Iya (Viktoria Miroshnichenko), excombatiente de guerra, padece un síndrome postraumático, ahora trabaja como enfermera en un hospital de heridos, y su hijo pequeño muere en un accidente trágico del que ella es responsable; poco después Masha (Vasilisa Perelygina), con quien lleva una compleja amistad, regresa del frente, y resulta ser la madre biológica del niño. Mientras que Masha es apasionada y sexual, Iva, alta como garrocha (“dylda”), muestra fobia al sexo, pero juntas tejen misteriosas telarañas con los hombres que las rodean: el director del hospital que protege a Iya, o un joven virgen enamorado de Masha e hijo de privilegiados del régimen.

Parecería insoportable ver episodios, implacables, como la muerte de un niño, la eutanasia de un inválido de guerra, sexo tormentoso y anticlimático, pero la fuerza poética de la escenificación es tan sutil como un bálsamo contra el dolor de la condición humana; es la noción de lo que ocurre, como el de una madre ahogando al hijo sin caer en cuenta, lo que provoca el efecto claustrofóbico de no poder escapar a la fatalidad. Las diferentes líneas dramáticas en torno al deseo de vida en un albañal de despojos humanos se complican a niveles imposibles, pero todo fluye por una corriente de sangre viva. En Dylda las mujeres no lloran, sangran.

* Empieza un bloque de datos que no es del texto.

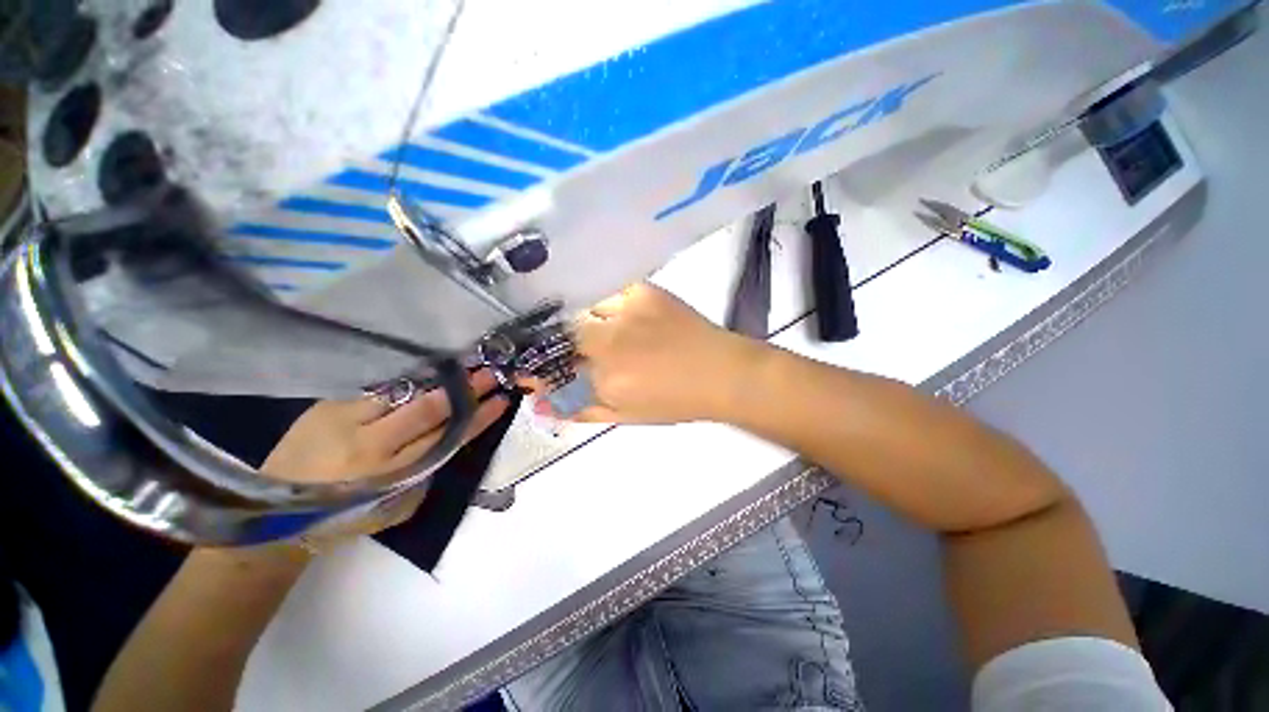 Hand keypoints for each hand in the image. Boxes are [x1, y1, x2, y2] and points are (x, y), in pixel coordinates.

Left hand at [261, 369, 509, 541]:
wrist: (275, 510)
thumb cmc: (345, 515)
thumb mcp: (395, 506)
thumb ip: (427, 472)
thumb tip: (452, 436)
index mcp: (392, 475)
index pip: (448, 438)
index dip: (478, 418)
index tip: (501, 401)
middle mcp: (371, 445)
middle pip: (429, 409)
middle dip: (464, 390)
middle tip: (490, 373)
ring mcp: (346, 421)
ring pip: (404, 392)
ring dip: (438, 379)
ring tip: (462, 366)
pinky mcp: (327, 406)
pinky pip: (377, 388)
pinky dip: (406, 381)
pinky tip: (424, 371)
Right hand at [553, 284, 757, 423]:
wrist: (721, 372)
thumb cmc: (676, 401)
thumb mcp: (626, 416)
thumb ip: (580, 410)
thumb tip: (540, 406)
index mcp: (606, 379)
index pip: (553, 369)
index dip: (537, 370)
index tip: (529, 371)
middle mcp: (611, 342)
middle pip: (562, 335)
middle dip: (555, 345)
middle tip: (564, 350)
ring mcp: (627, 311)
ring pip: (582, 310)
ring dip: (579, 322)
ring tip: (593, 329)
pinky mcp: (644, 291)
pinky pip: (607, 290)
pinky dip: (602, 302)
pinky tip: (611, 310) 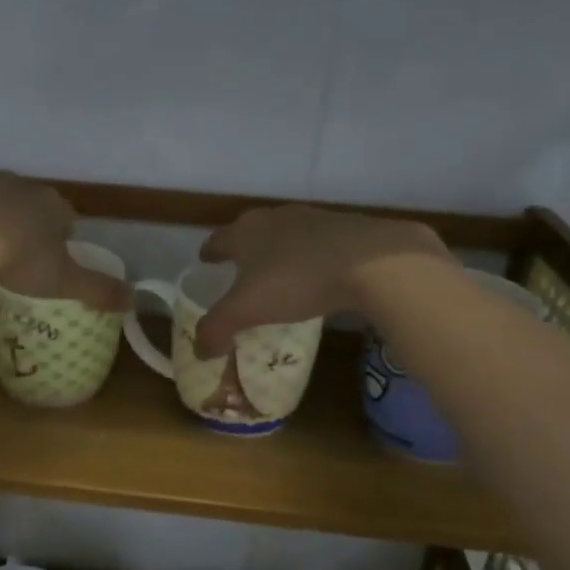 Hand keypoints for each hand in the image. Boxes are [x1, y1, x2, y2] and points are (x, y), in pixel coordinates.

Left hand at [0, 173, 130, 312]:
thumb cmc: (21, 260)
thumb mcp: (65, 281)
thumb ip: (99, 290)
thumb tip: (133, 300)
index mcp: (51, 203)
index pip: (67, 215)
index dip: (64, 236)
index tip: (56, 259)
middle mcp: (18, 187)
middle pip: (31, 204)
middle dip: (30, 226)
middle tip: (23, 259)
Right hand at [193, 205, 447, 356]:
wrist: (371, 261)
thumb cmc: (296, 279)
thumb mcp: (248, 309)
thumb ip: (217, 328)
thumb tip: (199, 351)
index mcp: (246, 232)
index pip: (218, 239)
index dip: (210, 251)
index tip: (205, 259)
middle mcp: (276, 218)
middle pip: (252, 231)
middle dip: (243, 249)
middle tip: (238, 269)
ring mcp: (313, 220)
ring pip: (286, 235)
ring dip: (278, 251)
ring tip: (277, 273)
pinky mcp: (346, 230)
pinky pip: (317, 244)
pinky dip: (309, 257)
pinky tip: (316, 276) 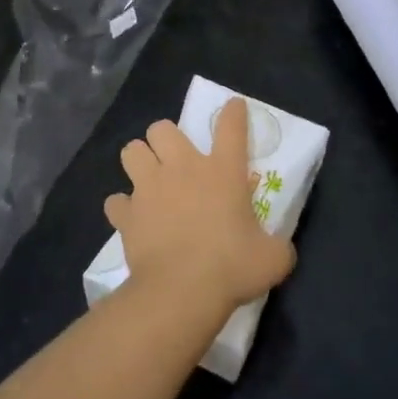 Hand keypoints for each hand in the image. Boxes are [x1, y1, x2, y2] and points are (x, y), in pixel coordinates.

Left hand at [106, 97, 295, 310]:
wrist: (181, 292)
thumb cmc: (232, 268)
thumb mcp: (273, 258)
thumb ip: (278, 245)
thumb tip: (281, 248)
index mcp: (223, 171)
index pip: (230, 126)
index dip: (233, 112)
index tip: (234, 106)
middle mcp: (183, 168)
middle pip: (162, 128)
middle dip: (166, 138)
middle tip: (175, 161)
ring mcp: (149, 188)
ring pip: (131, 151)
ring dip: (139, 161)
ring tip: (149, 180)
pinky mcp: (126, 214)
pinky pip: (116, 201)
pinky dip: (123, 208)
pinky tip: (132, 219)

Balágov es un maestro en el manejo de la luz, una forma de luminosidad que proviene del alma de sus personajes; el cabello de cada uno, principalmente de las mujeres, funciona como antena que capta o emite ondas de afectos. El director nunca cae en el preciosismo fácil del cine de época, y el ambiente de verdes y rojos, sepias en los claroscuros, es indisociable de la vida que agita el interior de estas heroínas.